5. Dilute 1.5, 3.0, 4.5 and 6.0 mL portions of $6\text{.}\text{00}\times {\text{10}}^{-4}$ M KSCN to 20 mL with the 0.0200M $\text{Fe}({\text{NO}}_3{)}_3$ in 0.5 M  ${\text{HNO}}_3$ . For this you can use some of the smaller beakers in your lab drawer. These need to be rinsed and dried thoroughly before each use. Use two clean, dry burettes to dispense the two solutions.
6. This will give you 4 solutions which can be assumed to be $6\text{.}0\times {\text{10}}^{-5}$ M, $1\text{.}2\times {\text{10}}^{-4}$ M, $1\text{.}8\times {\text{10}}^{-4}$ M and $2\text{.}4\times {\text{10}}^{-4}$ M in ${\text{FeSCN}}^{2+}$
7. Take the most concentrated solution and collect a visible spectrum from 400 to 800 nm to determine ${\lambda }_{\text{max}}$ _.
8. Measure the absorbance of all the solutions at ${\lambda }_{\text{max}}$ , using 0.5 M  ${\text{HNO}}_3$ as the blank/reference solution.
9. Measure the absorbance of these solutions again at 430nm, under the same conditions.
10. Plot absorbance vs. [ ${\text{FeSCN}}^{2+}$ ] for both wavelengths using Excel and add a linear trendline passing through the origin (under Options, set intercept equal to 0). Using Beer’s law and the equation of the trendline, find the molar absortivity.

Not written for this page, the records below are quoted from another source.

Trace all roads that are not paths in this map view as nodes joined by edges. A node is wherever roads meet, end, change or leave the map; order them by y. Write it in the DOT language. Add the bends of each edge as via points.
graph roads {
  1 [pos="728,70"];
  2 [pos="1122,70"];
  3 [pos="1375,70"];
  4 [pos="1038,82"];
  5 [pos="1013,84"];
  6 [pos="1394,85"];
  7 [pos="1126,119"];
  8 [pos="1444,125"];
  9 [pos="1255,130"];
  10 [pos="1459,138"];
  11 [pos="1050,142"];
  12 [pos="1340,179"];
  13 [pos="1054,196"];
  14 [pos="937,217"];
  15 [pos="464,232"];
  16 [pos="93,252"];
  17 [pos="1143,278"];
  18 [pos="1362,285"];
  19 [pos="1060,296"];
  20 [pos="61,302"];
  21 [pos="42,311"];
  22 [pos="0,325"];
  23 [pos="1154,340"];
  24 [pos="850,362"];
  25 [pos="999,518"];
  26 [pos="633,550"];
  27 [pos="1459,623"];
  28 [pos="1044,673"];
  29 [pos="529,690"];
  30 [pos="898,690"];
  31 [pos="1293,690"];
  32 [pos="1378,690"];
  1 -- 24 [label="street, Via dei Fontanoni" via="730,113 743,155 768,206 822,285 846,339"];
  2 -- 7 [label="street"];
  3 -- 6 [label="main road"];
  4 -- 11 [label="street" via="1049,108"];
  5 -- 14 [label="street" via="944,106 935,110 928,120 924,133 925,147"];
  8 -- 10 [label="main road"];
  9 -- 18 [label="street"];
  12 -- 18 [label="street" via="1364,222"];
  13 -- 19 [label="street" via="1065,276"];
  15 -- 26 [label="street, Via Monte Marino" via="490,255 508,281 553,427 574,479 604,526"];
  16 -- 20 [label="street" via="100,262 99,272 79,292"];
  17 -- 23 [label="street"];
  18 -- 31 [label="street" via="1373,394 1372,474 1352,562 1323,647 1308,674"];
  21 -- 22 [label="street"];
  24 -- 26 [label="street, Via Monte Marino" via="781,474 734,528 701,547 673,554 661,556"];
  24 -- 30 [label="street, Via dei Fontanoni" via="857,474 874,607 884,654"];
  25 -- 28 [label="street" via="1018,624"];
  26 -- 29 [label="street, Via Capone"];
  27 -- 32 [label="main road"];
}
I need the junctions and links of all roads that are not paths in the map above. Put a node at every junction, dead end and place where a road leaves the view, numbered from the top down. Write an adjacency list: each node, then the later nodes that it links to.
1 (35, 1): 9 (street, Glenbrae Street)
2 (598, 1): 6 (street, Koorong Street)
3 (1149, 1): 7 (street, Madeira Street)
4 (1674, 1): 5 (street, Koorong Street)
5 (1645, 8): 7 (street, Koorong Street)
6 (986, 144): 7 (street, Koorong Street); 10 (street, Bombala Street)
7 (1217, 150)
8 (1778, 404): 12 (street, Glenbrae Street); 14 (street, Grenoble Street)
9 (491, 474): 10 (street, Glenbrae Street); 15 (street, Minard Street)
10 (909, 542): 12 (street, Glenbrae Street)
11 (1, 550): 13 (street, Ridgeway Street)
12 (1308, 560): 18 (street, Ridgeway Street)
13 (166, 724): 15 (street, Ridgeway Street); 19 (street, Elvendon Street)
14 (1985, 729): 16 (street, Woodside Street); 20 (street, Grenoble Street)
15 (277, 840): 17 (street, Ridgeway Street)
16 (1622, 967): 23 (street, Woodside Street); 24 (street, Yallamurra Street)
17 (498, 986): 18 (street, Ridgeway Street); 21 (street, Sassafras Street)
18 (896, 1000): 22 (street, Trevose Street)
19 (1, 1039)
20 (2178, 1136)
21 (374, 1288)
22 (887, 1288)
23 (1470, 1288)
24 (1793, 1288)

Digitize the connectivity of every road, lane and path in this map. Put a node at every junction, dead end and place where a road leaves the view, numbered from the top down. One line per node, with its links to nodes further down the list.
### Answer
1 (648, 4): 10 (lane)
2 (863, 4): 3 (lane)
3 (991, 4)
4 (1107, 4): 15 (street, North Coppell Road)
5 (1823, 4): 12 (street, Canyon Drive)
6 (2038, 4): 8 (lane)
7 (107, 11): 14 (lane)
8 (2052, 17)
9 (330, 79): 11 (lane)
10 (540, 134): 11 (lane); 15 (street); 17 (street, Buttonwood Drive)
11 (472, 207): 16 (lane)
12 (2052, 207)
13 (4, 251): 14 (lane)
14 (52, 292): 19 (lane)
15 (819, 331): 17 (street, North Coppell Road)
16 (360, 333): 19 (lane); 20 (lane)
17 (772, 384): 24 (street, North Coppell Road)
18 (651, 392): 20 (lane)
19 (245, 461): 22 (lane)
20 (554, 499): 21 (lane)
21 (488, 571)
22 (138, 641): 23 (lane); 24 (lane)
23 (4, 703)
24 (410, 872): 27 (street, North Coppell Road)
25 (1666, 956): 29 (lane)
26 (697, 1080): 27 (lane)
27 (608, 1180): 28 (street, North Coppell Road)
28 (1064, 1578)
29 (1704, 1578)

Experimental determination of kc

The mixtures will be prepared by mixing solutions containing known concentrations of iron (III) nitrate, $\text{Fe}({\text{NO}}_3{)}_3$ , and potassium thiocyanate, KSCN. The color of the ${\text{FeSCN}}^{2+}$ ion formed will allow us to determine its equilibrium concentration. Knowing the initial composition of a mixture and the equilibrium concentration of ${\text{FeSCN}}^{2+}$ , we can calculate the equlibrium concentrations of the rest of the pertinent species and then determine $K_c$ .

1. Label five regular test tubes 1 to 5, with labels or by noting their positions in the test tube rack.
2. Dilute 0.02 M $\text{Fe}({\text{NO}}_3{)}_3$ in 0.5 M ${\text{HNO}}_3$ by a factor of 10 using the volumetric flask that you have in your drawer. Remember to do the dilution with 0.5 M ${\text{HNO}}_3$ not water.
3. Pour about 25 mL 0.002 M $\text{Fe}({\text{NO}}_3{)}_3$ in 0.5 M ${\text{HNO}}_3$ into a clean, dry burette.
4. Dispense 5.00 mL of that solution into each test tube.
5. Then pour about 20 mL $6\text{.}\text{00}\times {\text{10}}^{-4}$ M KSCN into another clean, dry burette.
6. Dispense 1,2,3,4, and 5 mL from the KSCN burette into each of the corresponding test tubes labeled 1 to 5.
7. Using a small graduated cylinder, dispense the proper number of milliliters of 0.5 M ${\text{HNO}}_3$ into each test tube to bring the total volume in each tube to 10.00 mL.
8. The volumes of reagents to be added to each tube are summarized in the table.

1. Mix each solution thoroughly with a glass stirring rod. Be sure to dry the stirring rod after mixing each solution to prevent cross-contamination.
2. Place the mixture in tube 1 in a spectrophotometer cell and measure the absorbance of the solution at ${\lambda }_{\text{max}}$ .
3. Determine the concentration of ${\text{FeSCN}}^{2+}$ from your calibration curve. Record the value on your Report form. Repeat the measurement using the mixtures in each of the other test tubes.